I work in a client-facing business, so I tend to have to eat a lot of sh*t. True, most of my clients are actually good (even great) human beings with whom I sincerely enjoy working. But there always seems to be at least one person who simply gets under my skin and works hard to stay there.
Currently, it's a serious monkey-scribbling douchebag who can't seem to figure out how to write to me with a modicum of grace and respect. The weird thing is that he's completely fine in person and on the phone. He appreciates the care and attention we bring to his project and understands that he's put us in a tough position. He says that he loves what we have done for him and that he's impressed with the product.
Now, I always strive to put myself in my client's shoes. From what I can see of him, he's a beleaguered owner of a company that is struggling to survive and he's scraping a living out of something that is his passion. He has bills to pay and mouths to feed. I completely understand. He's in a tough situation with a client and expects my company to pull out all the stops in order to make him look good. Honestly, I have no problem with that - that's part of what my company does. Or, at least, I wouldn't have a problem with it if he didn't come across as such a majorly disrespectful a$$hole in his written communications.
It has struck me lately that the written word can be a keen gateway into someone's true feelings. In person, people can hide behind smiles and crocodile tears. On the phone, you just need to put on a smile and breathe evenly in order to come across as cheery and sincere. People are damn good actors so much of the time because we are, in essence, extremely selfish creatures. Really, it's in our own best interest to play nice with others in order to get what we want and make our own lives easier. Yet, so many people forget this when writing. We just dash things off, thinking nothing of them because communication is faster and easier than ever.

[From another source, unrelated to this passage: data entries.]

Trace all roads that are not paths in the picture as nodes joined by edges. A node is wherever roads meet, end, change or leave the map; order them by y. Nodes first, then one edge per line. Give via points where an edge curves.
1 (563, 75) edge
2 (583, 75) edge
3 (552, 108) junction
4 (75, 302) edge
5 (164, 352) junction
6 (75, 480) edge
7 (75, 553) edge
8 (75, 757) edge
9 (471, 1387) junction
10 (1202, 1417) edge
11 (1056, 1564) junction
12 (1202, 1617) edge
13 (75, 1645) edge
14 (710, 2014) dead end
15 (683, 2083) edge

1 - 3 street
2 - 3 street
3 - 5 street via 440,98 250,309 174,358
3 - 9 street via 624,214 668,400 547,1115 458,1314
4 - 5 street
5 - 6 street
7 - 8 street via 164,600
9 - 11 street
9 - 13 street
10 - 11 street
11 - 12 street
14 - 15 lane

Don't just dash off that note! Seriously, how difficult is it simply to rearrange some words and add a please and thank you? So, here's a fabricated example of a communication after-and-before:
What a respectful, considerate human being would send: I'm wondering when you think a final version will be available for me to review. It doesn't look quite ready yet. We're on a tight deadline. There are several changes I'd like to make. What would be the best way for me to provide you with feedback?

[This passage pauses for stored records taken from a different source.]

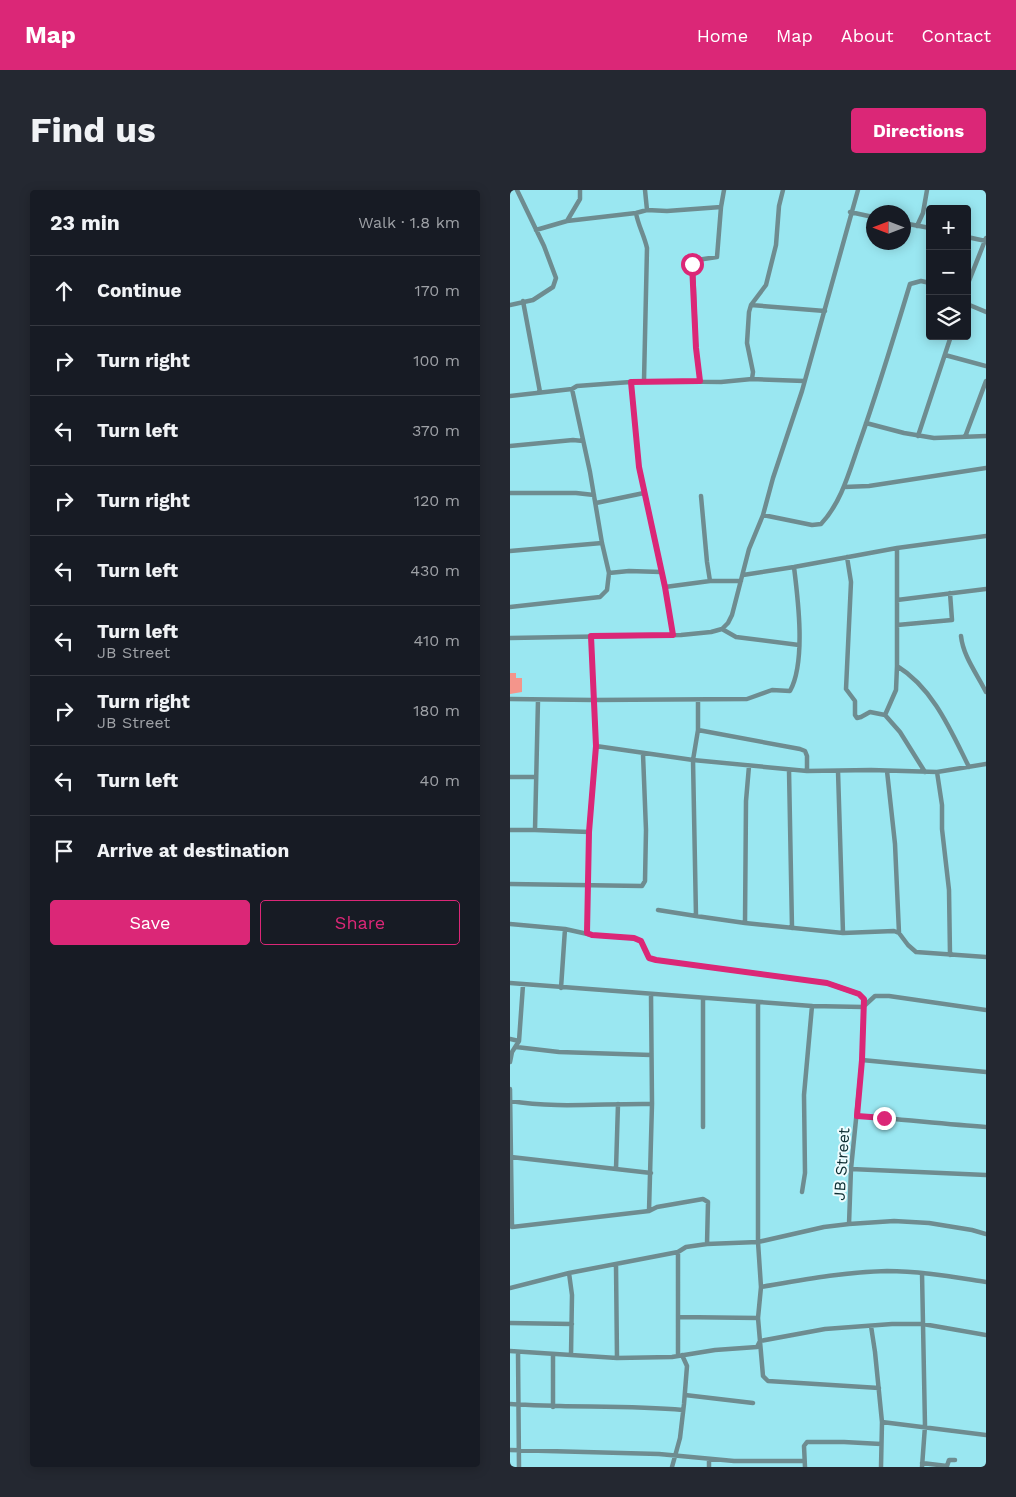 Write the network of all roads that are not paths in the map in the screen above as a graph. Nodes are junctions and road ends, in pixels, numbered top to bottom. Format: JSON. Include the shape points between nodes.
{"nodes":[{"id":1,"x":517,"y":190,"type":"edge"},
{"id":2,"x":580,"y":190,"type":"edge"},
{"id":3,"x":645,"y":190,"type":"edge"},
{"id":4,"x":724,"y":190,"type":"edge"},
{"id":5,"x":783,"y":190,"type":"edge"},
{"id":6,"x":858,"y":190,"type":"edge"},
{"id":7,"x":928,"y":190,"type":"edge"},
{"id":8,"x":721,"y":207,"type":"junction"},
{"id":9,"x":647,"y":210,"type":"junction"},
{"id":10,"x":850,"y":212,"type":"junction"},
{"id":11,"x":636,"y":213,"type":"junction"},
{"id":12,"x":866,"y":215,"type":"edge"},
{"id":13,"x":567,"y":221,"type":"junction"},
{"id":14,"x":911,"y":225,"type":"edge"},
{"id":15,"x":917,"y":226,"type":"junction"},
{"id":16,"x":926,"y":227,"type":"edge"},
{"id":17,"x":536,"y":230,"type":"junction"},
{"id":18,"x":971,"y":237,"type":"edge"},
{"id":19,"x":986,"y":240,"type":"edge"},
{"id":20,"x":971,"y":276,"type":"edge"},
{"id":21,"x":926,"y":282,"type":"edge"},
{"id":22,"x":510,"y":298,"type":"edge"},
{"id":23,"x":523,"y":301,"type":"junction"},
{"id":24,"x":512,"y":304,"type":"edge"},
{"id":25,"x":751,"y":305,"type":"junction"},
{"id":26,"x":971,"y":306,"type":"edge"},
{"id":27,"x":825,"y":311,"type":"junction"},
{"id":28,"x":986,"y":312,"type":"edge"},
{"id":29,"x":950,"y":340,"type":"edge"},
{"id":30,"x":945,"y":354,"type":"junction"},
{"id":31,"x":986,"y":366,"type":"edge"},
{"id":32,"x":752,"y":379,"type":"junction"},
{"id":33,"x":644,"y":381,"type":"junction"},
{"id":34,"x":700,"y":381,"type":"junction"},
{"id":35,"x":804,"y":381,"type":"junction"},
{"id":36,"x":986,"y":381,"type":"edge"},
{"id":37,"x":631,"y":382,"type":"junction"},
{"id":38,"x":572,"y":389,"type":"junction"},
{"id":39,"x":540,"y":392,"type":"junction"},
{"id":40,"x":510,"y":396,"type":"edge"},
{"id":41,"x":866,"y":423,"type":"junction"},
{"id":42,"x":918,"y":436,"type":"junction"},
{"id":43,"x":986,"y":436,"type":"edge"},
{"id":44,"x":965,"y":437,"type":"junction"},
{"id":45,"x":583,"y":441,"type":"junction"},
{"id":46,"x":510,"y":446,"type":"edge"},
{"id":47,"x":986,"y":468,"type":"edge"},
{"id":48,"x":844,"y":486,"type":"junction"},
{"id":49,"x":510,"y":493,"type":"edge"},
{"id":50,"x":644,"y":493,"type":"junction"},
{"id":51,"x":594,"y":495,"type":"junction"},
{"id":52,"x":701,"y":496,"type":"dead end"},
{"id":53,"x":596,"y":503,"type":"junction"},
{"id":54,"x":762,"y":515,"type":"junction"},
{"id":55,"x":986,"y":536,"type":"edge"},
{"id":56,"x":602,"y":543,"type":"junction"},
{"id":57,"x":897,"y":548,"type":"junction"},
{"id":58,"x":510,"y":551,"type":"edge"},
{"id":59,"x":847,"y":557,"type":"junction"},
{"id":60,"x":794,"y":567,"type":"junction"},
{"id":61,"x":661,"y":572,"type":"junction"},
{"id":62,"x":609,"y":573,"type":"junction"},
{"id":63,"x":743,"y":574,"type":"junction"},
{"id":64,"x":710,"y":580,"type":"junction"},
{"id":65,"x":741,"y":581,"type":"junction"},
{"id":66,"x":665,"y":587,"type":"junction"},
{"id":67,"x":986,"y":589,"type":"edge"},
{"id":68,"x":950,"y":593,"type":"junction"},
{"id":69,"x":897,"y":600,"type":"junction"},
{"id":70,"x":510,"y":607,"type":"edge"},
{"id":71,"x":897,"y":626,"type":"junction"},
{"id":72,"x":722,"y":629,"type":"junction"},
{"id":73,"x":673,"y":635,"type":"junction"},
{"id":74,"x":591,"y":636,"type":"junction"},
{"id":75,"x":961,"y":636,"type":"dead end"},
{"id":76,"x":510,"y":638,"type":"edge"},
{"id":77,"x":799,"y":645,"type":"junction"},
{"id":78,"x":897,"y":666,"type":"junction"},
{"id":79,"x":986,"y":692,"type":"edge"},
{"id":80,"x":510,"y":699,"type":"edge"},
{"id":81,"x":538,"y":700,"type":"junction"},
{"id":82,"x":594,"y":700,"type":"junction"},
{"id":83,"x":698,"y":700,"type":"junction"},
{"id":84,"x":885,"y":714,"type":"junction"},
{"id":85,"x":698,"y":730,"type":"junction"},
{"id":86,"x":596,"y":746,"type":"junction"},
{"id":87,"x":643,"y":754,"type":"junction"},
{"id":88,"x":693,"y":760,"type":"junction"},
{"id":89,"x":986,"y":764,"type":"edge"},
{"id":90,"x":749,"y":766,"type":"junction"},
{"id":91,"x":969,"y":768,"type":"junction"},
{"id":92,"x":789,"y":770,"type":"junction"},
{"id":93,"x":807,"y":771,"type":"junction"},
{"id":94,"x":838,"y":771,"type":"junction"},
{"id":95,"x":887,"y":771,"type":"junction"},
{"id":96,"x":925,"y":772,"type":"junction"},
{"id":97,"x":937,"y":772,"type":"junction"},
{"id":98,"x":510,"y":777,"type":"edge"},
{"id":99,"x":536,"y":777,"type":"junction"},
{"id":100,"x":510,"y":830,"type":"edge"},
{"id":101,"x":535,"y":830,"type":"junction"},
{"id":102,"x":589,"y":832,"type":"junction"},
{"id":103,"x":510,"y":884,"type":"edge"},
{"id":104,"x":587,"y":885,"type":"junction"},
{"id":105,"x":658,"y":910,"type":"dead end"},
{"id":106,"x":696,"y":916,"type":"junction"},
{"id":107,"x":745,"y":923,"type":"junction"},
{"id":108,"x":510,"y":924,"type":"edge"},
{"id":109,"x":792,"y":928,"type":"junction"},
{"id":110,"x":565,"y":929,"type":"junction"},
{"id":111,"x":587,"y":933,"type":"junction"},
{"id":112,"x":843,"y":933,"type":"junction"},
{"id":113,"x":900,"y":933,"type":"junction"},
{"id":114,"x":950,"y":955,"type":"junction"},
{"id":115,"x":986,"y":957,"type":"edge"},
{"id":116,"x":510,"y":984,"type":"edge"},
{"id":117,"x":523,"y":985,"type":"junction"},
{"id":118,"x":562,"y":988,"type":"junction"},
{"id":119,"x":651,"y":994,"type":"junction"},
{"id":120,"x":704,"y":998,"type":"junction"},
{"id":121,"x":758,"y":1002,"type":"junction"},
{"id":122,"x":812,"y":1006,"type":"junction"},
{"id":123,"x":863,"y":1007,"type":"junction"},
{"id":124,"x":986,"y":1010,"type":"edge"},
{"id":125,"x":510,"y":1040,"type":"edge"},
{"id":126,"x":519,"y":1040,"type":"junction"},
{"id":127,"x":516,"y":1047,"type":"junction"},
{"id":128,"x":651,"y":1055,"type":"junction"},
{"id":129,"x":862,"y":1060,"type":"junction"},
{"id":130,"x":510,"y":1062,"type":"edge"},
{"id":131,"x":986,"y":1072,"type":"edge"},
{"id":132,"x":510,"y":1089,"type":"edge"},
{"id":133,"x":510,"y":1101,"type":"edge"},
{"id":134,"x":618,"y":1104,"type":"junction"},
{"id":135,"x":652,"y":1104,"type":"junction"},
{"id":136,"x":857,"y":1116,"type":"junction"},
{"id":137,"x":703,"y":1127,"type":"dead end"},
{"id":138,"x":986,"y":1127,"type":"edge"},
{"id":139,"x":511,"y":1157,"type":"edge"},
{"id":140,"x":616,"y":1168,"type":"junction"},
{"id":141,"x":852,"y":1169,"type":"junction"},
{"id":142,"x":651,"y":1173,"type":"junction"},
{"id":143,"x":986,"y":1175,"type":"edge"},
{"id":144,"x":802,"y":1192,"type":"dead end"},
{"id":145,"x":650,"y":1211,"type":"junction"},
{"id":146,"x":849,"y":1224,"type":"junction"},
{"id":147,"x":511,"y":1228,"type":"edge"},
{"id":148,"x":986,"y":1234,"type":"edge"},
{"id":149,"x":758,"y":1242,"type":"junction"},
{"id":150,"x":707,"y":1244,"type":"junction"},
{"id":151,"x":678,"y":1252,"type":"junction"},
{"id":152,"x":616,"y":1265,"type":"junction"},
{"id":153,"x":569,"y":1273,"type":"junction"},
{"id":154,"x":922,"y":1273,"type":"junction"},
{"id":155,"x":986,"y":1282,"type":"edge"},
{"id":156,"x":760,"y":1286,"type":"junction"},
{"id":157,"x":510,"y":1288,"type":"edge"},
{"id":158,"x":678,"y":1316,"type":"junction"},
{"id":159,"x":758,"y":1318,"type":"junction"},
{"id":160,"x":510,"y":1323,"type":"edge"},
{"id":161,"x":572,"y":1324,"type":"junction"},
{"id":162,"x":924,"y":1324,"type":"junction"},
{"id":163,"x":871,"y":1326,"type":"junction"},
{"id":164,"x":986,"y":1335,"type":"edge"},
{"id":165,"x":760,"y":1342,"type":"junction"},
{"id":166,"x":510,"y":1351,"type":"edge"},
{"id":167,"x":518,"y":1352,"type":"junction"},
{"id":168,"x":553,"y":1354,"type":"junction"},
{"id":169,"x":571,"y":1355,"type":"junction"},
{"id":170,"x":680,"y":1355,"type":"junction"},
{"id":171,"x":617,"y":1358,"type":"junction"},
{"id":172,"x":879,"y":1388,"type":"junction"},
{"id":173,"x":685,"y":1395,"type":"junction"},
{"id":174,"x":753,"y":1403,"type":"dead end"},
{"id":175,"x":510,"y":1404,"type":"edge"},
{"id":176,"x":520,"y":1405,"type":"junction"},
{"id":177,"x":554,"y":1406,"type":"junction"},
{"id":178,"x":683,"y":1410,"type":"junction"},
{"id":179,"x":882,"y":1422,"type":"junction"},
{"id":180,"x":926,"y":1426,"type":"junction"},
{"id":181,"x":986,"y":1435,"type":"edge"},
{"id":182,"x":882,"y":1444,"type":"junction"},
{"id":183,"x":510,"y":1450,"type":"edge"},
{"id":184,"x":518,"y":1450,"type":"junction"},
{"id":185,"x":676,"y":1455,"type":"junction"},
{"id":186,"x":709,"y":1459,"type":"junction"},
{"id":187,"x":747,"y":1460,"type":"junction"},
{"id":188,"x":955,"y":1460,"type":"dead end"},
{"id":189,"x":804,"y":1464,"type":"edge"},
{"id":190,"x":922,"y":1465,"type":"edge"},
{"id":191,"x":519,"y":1467,"type":"edge"},
{"id":192,"x":672,"y":1467,"type":"edge"},
{"id":193,"x":709,"y":1467,"type":"edge"},
{"id":194,"x":747,"y":1467,"type":"edge"},
{"id":195,"x":881,"y":1467,"type":"edge"}],
"edges":[{"from":1,"to":17,"type":"street"},
{"from":2,"to":13,"type":"street","via":[[580,200]]},
{"from":3,"to":9,"type":"street"},
{"from":4,"to":8,"type":"street"},
{"from":5,"to":25,"type":"street","via":[[776,245],[766,284]]},
{"from":6,"to":10,"type":"street"},
{"from":7,"to":15,"type":"street"},
{"from":8,"to":9,"type":"street","via":[[667,212]]},
{"from":8,"to":34,"type":"street","via":[[717,257],[696,260],[692,264]]},
{"from":9,"to":11,"type":"street"},
{"from":10,"to":12,"type":"street"},
{"from":10,"to":27,"type":"street"},
{"from":11,"to":13,"type":"street"},
{"from":11,"to":33,"type":"street","via":[[646,248]]},
{"from":13,"to":17,"type":"street"},
{"from":14,"to":15,"type":"street"},
{"from":15,"to":16,"type":"street"},
{"from":17,"to":23,"type":"street","via":[[556,283],[533,300]]},
{"from":18,"to":19,"type":"street"},
{"from":19,"to":20,"type":"street"},
{"from":21,"to":41,"type":"street","via":[[910,284]]},
{"from":22,"to":24,"type":"street"},
{"from":23,"to":24,"type":"street"},
{"from":23,"to":39,"type":"street"},
{"from":25,"to":27,"type":"street"},
{"from":25,"to":32,"type":"street","via":[[747,343]]},
{"from":26,"to":28,"type":"street"},
{"from":27,"to":35,"type":"street"},
{"from":29,"to":30,"type":"street"},
{"from":30,"to":31,"type":"street"},
{"from":30,"to":42,"type":"street"},
{"from":32,"to":34,"type":"street"},
{"from":32,"to":35,"type":"street"},
{"from":33,"to":34,"type":"street"},
{"from":33,"to":37,"type":"street"},
{"from":35,"to":54,"type":"street"},
{"from":36,"to":44,"type":"street"},
{"from":37,"to":38,"type":"street"},
{"from":37,"to":50,"type":"street"},
{"from":38,"to":39,"type":"street"},
{"from":38,"to":45,"type":"street"},
{"from":39,"to":40,"type":"street"},
{"from":41,"to":42,"type":"street"},
{"from":41,"to":48,"type":"street"},
{"from":42,"to":44,"type":"street"},
{"from":43,"to":44,"type":"street"},
{"from":45,"to":46,"type":"street"},
{"from":45,"to":51,"type":"street"},
{"from":47,"to":48,"type":"street","via":[[869,486]]},
{"from":48,"to":54,"type":"street","via":[[821,524]]},
{"from":49,"to":51,"type":"street"},
{"from":50,"to":53,"type":"street"},
{"from":50,"to":61,"type":"street"},
{"from":51,"to":53,"type":"street"},
{"from":52,"to":64,"type":"street"},
{"from":53,"to":56,"type":"street"},
{"from":54,"to":63,"type":"street"},
{"from":55,"to":57,"type":"street"},
{"from":56,"to":58,"type":"street"},
{"from":56,"to":62,"type":"street"},
{"from":57,"to":59,"type":"street"},
{"from":57,"to":69,"type":"street"},
{"from":59,"to":60,"type":"street"},
{"from":59,"to":84,"type":"street","via":[[851,582],[846,689],[855,701],[856,718],[870,712]]},
{"from":60,"to":63,"type":"street"},
{"from":60,"to":77,"type":"street","via":[[799,603]]},
{"from":61,"to":62,"type":"street","via":[[629,570]]},
{"from":61,"to":66,"type":"street"},
{"from":62,"to":70,"type":"street","via":[[607,590],[600,597]]},
{"from":63,"to":65,"type":"street"},
{"from":64,"to":65,"type":"street"},
{"from":64,"to":66,"type":"street"},
{"from":65,"to":72,"type":"street","via":[[732,615]]},
{"from":66,"to":73,"type":"street"},
{"from":67,"to":68,"type":"street"},
{"from":68,"to":69,"type":"street"},
{"from":68,"to":71,"type":"street","via":[[952,620]]},
{"from":69,"to":71,"type":"street"},
{"from":71,"to":78,"type":"street"},
{"from":72,"to":73,"type":"street"},
{"from":72,"to":77,"type":"street","via":[[736,637]]},
{"from":73,"to":74,"type":"street"},
{"from":74,"to":76,"type":"street"},
{"from":74,"to":82,"type":"street"},
{"from":75,"to":79,"type":"street"},
{"from":77,"to":83,"type":"street","via":[[798,664],[790,691],[772,690],[747,700]]},
{"from":78,"to":84,"type":"street","via":[[896,690]]},
{"from":78,"to":91,"type":"street","via":[[916,681],[940,712]]},
{"from":80,"to":81,"type":"street"},
{"from":81,"to":82,"type":"street"},
{"from":81,"to":99,"type":"street"},
{"from":82,"to":83,"type":"street"},
{"from":82,"to":86,"type":"street"},
{"from":83,"to":85,"type":"street"},
{"from":84,"to":96,"type":"street"},
{"from":85,"to":88,"type":"street"},
{"from":85,"to":93,"type":"street","via":[[800,749],[807,756]]},
{"from":86,"to":87,"type":"street"},
{"from":86,"to":102,"type":"street"},
{"from":87,"to":88,"type":"street"},
{"from":87,"to":104,"type":"street","via":[[645,881],[642,886]]},
{"from":88,"to":90,"type":"street"},
{"from":88,"to":106,"type":"street"},
{"from":89,"to":91,"type":"street"},
{"from":90,"to":92,"type":"street"},
{"from":90,"to":107,"type":"street"},
{"from":91,"to":97,"type":"street"},
{"from":92,"to":93,"type":"street"},
{"from":92,"to":109,"type":"street"},
{"from":93,"to":94,"type":"street"},
{"from":94,"to":95,"type":"street"},
{"from":94,"to":112,"type":"street"},
{"from":95,"to":96,"type":"street"},
{"from":95,"to":113,"type":"street"},
{"from":96,"to":97,"type":"street"},
{"from":97,"to":114,"type":"street","via":[[949,890]]},
{"from":98,"to":99,"type":"street"},
{"from":99,"to":101,"type":"street"},
{"from":100,"to":101,"type":"street"},
{"from":101,"to":102,"type":"street"},
{"from":102,"to":104,"type":"street"},
{"from":103,"to":104,"type":"street"},
{"from":104,"to":111,"type":"street"},
{"from":105,"to":106,"type":"street"},
{"from":106,"to":107,"type":"street"},
{"from":107,"to":109,"type":"street"},
{"from":108,"to":110,"type":"street"},
{"from":109,"to":112,"type":"street"},
{"from":110,"to":111,"type":"street"},
{"from":110,"to":118,"type":"street"},
{"from":111,"to":123,"type":"street","via":[[634,938],[641,941],[649,958],[656,960],[827,983],[859,994],[864,999]]},
{"from":112,"to":113,"type":"street"},
{"from":113,"to":114,"type":"street","via":[[916,952]]},
{"from":114,"to":115,"type":"street"},
{"from":116,"to":117,"type":"street"},
{"from":117,"to":118,"type":"street"},
{"from":117,"to":126,"type":"street"},
{"from":118,"to":119,"type":"street"},
{"from":119,"to":120,"type":"street"},
{"from":119,"to":128,"type":"street"},
{"from":120,"to":121,"type":"street"},
{"from":120,"to":137,"type":"street"},
{"from":121,"to":122,"type":"street"},
{"from":121,"to":149,"type":"street"},
{"from":122,"to":123,"type":"street"},
{"from":122,"to":144,"type":"street","via":[[804,1095],[805,1173]]},
{"from":123,"to":124,"type":"street","via":[[875,996],[889,996]]},
{"from":123,"to":129,"type":"street","name":"JB Street"},
{"from":125,"to":126,"type":"street"},
{"from":126,"to":127,"type":"street"},
{"from":127,"to":128,"type":"street"},
{"from":127,"to":130,"type":"street"},
{"from":128,"to":135,"type":"street"},
{"from":129,"to":131,"type":"street"},
{"from":129,"to":136,"type":"street","name":"JB Street"},
{"from":132,"to":133,"type":"street"},
{"from":133,"to":134,"type":"street"},
{"from":133,"to":139,"type":"street"},
{"from":134,"to":135,"type":"street"},
{"from":134,"to":140,"type":"street"},
{"from":135,"to":142,"type":"street"},
{"from":136,"to":138,"type":"street"},
{"from":136,"to":141,"type":"street","name":"JB Street"},
{"from":139,"to":140,"type":"street"},
{"from":139,"to":147,"type":"street"},
{"from":140,"to":142,"type":"street"},
{"from":141,"to":143,"type":"street"},
{"from":141,"to":146,"type":"street","name":"JB Street"},
{"from":142,"to":145,"type":"street"},
{"from":145,"to":147,"type":"street"},
{"from":145,"to":150,"type":"street","via":[[704,1199],[708,1202]]},
{"from":146,"to":148,"type":"street","via":[[930,1223]]},
{"from":146,"to":149,"type":"street"},
{"from":149,"to":150,"type":"street"},
{"from":149,"to":156,"type":"street"},
{"from":150,"to":151,"type":"street","via":[[686,1247]]},
{"from":151,"to":152,"type":"street"},
{"from":151,"to":158,"type":"street"},
{"from":152,"to":153,"type":"street"},
{"from":152,"to":171,"type":"street"},
{"from":153,"to":157,"type":"street"},
{"from":153,"to":161,"type":"street"},
{"from":154,"to":155,"type":"street"},
{"from":154,"to":156,"type":"street","via":[[860,1272]]},
{"from":154,"to":162,"type":"street"},
{"from":156,"to":159,"type":"street"},
{"from":158,"to":159,"type":"street"},
{"from":158,"to":170,"type":"street"},
{"from":159,"to":165,"type":"street"},
{"from":160,"to":161,"type":"street"},
{"from":161,"to":169,"type":"street"},
{"from":162,"to":163,"type":"street"},
{"from":162,"to":164,"type":"street"},
{"from":162,"to":180,"type":"street"},
{"from":163,"to":165,"type":"street","via":[[825,1329]]},
{"from":163,"to":172,"type":"street"},
{"from":165,"to":170,"type":"street","via":[[757,1347]]},
{"from":165,"to":172,"type":"street","via":[[765,1380]]},
{"from":166,"to":167,"type":"street"},
{"from":167,"to":168,"type":"street"},
{"from":167,"to":176,"type":"street"},
{"from":168,"to":169,"type":"street"},
{"from":168,"to":177,"type":"street"},
{"from":169,"to":171,"type":"street"},
{"from":170,"to":171,"type":"street"},
{"from":170,"to":173,"type":"street","via":[[687,1366]]},
{"from":172,"to":179,"type":"street"},
{"from":173,"to":174,"type":"street"},
{"from":173,"to":178,"type":"street"},
{"from":175,"to":176,"type":"street"},
{"from":176,"to":177,"type":"street"},
{"from":176,"to":184,"type":"street"},
{"from":177,"to":178,"type":"street"},
{"from":178,"to":185,"type":"street"},
{"from":179,"to":180,"type":"street"},
{"from":179,"to":182,"type":"street"},
{"from":180,"to":181,"type":"street"},
{"from":180,"to":190,"type":"street"},
{"from":182,"to":189,"type":"street","via":[[807,1442]]},
{"from":182,"to":195,"type":"street"},
{"from":183,"to":184,"type":"street"},
{"from":184,"to":185,"type":"street"},
{"from":184,"to":191,"type":"street"},
{"from":185,"to":186,"type":"street"},
{"from":185,"to":192,"type":"street"},
{"from":186,"to":187,"type":"street"},
{"from":186,"to":193,"type":"street"},
{"from":187,"to":189,"type":"street"},
{"from":187,"to":194,"type":"street"},
{"from":188,"to":190,"type":"street","via":[[949,1460],[947,1466]]}]}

What a professional douchebag would send: When do you think we will see a final version of this? I can't believe this is such a mess. I was under the impression that it was ready to go.
Here are a few hints, Mr. Pro-Douchebag:
- Grow up. The world doesn't revolve around you. Stop thinking that throwing tantrums will get you what you want.
- Don't exaggerate, fabricate, lie by omission or fling around inaccurate blame. Know the situation and the expectations before you get all up in arms.
- Honey frequently works better than caustic acid when it comes to any relationship. In fact, you'll actually get more out of me and I'll be more committed to working with you if you are nice.
- Read what you have written before you hit send and think about how someone might take it. Put yourself in that person's place.
- Never hit send when you are in an emotional or stressed out state or if you have any trepidation about the communication you have created. Stop, give it some time and go to #4.
- Grow up. (I know that was #1. It's worth repeating.)
I have frequently heard the adage "don't read tone into emails" but come on! How can I not when it's so ridiculously blatant? But really, it says more about the person writing it than it does about me. In fact, it's not about me at all and I work not to take it personally. I know that I strive to do my best. And, no matter how enraged I am by tone and attitude, I suck it up, breathe and continue to treat douchebags with the respect and cordiality that I expect from others. I may bitch to my co-workers, but I won't fall to level D. It's not my style. Besides, I find that it's just easier to be nice than to piss people off.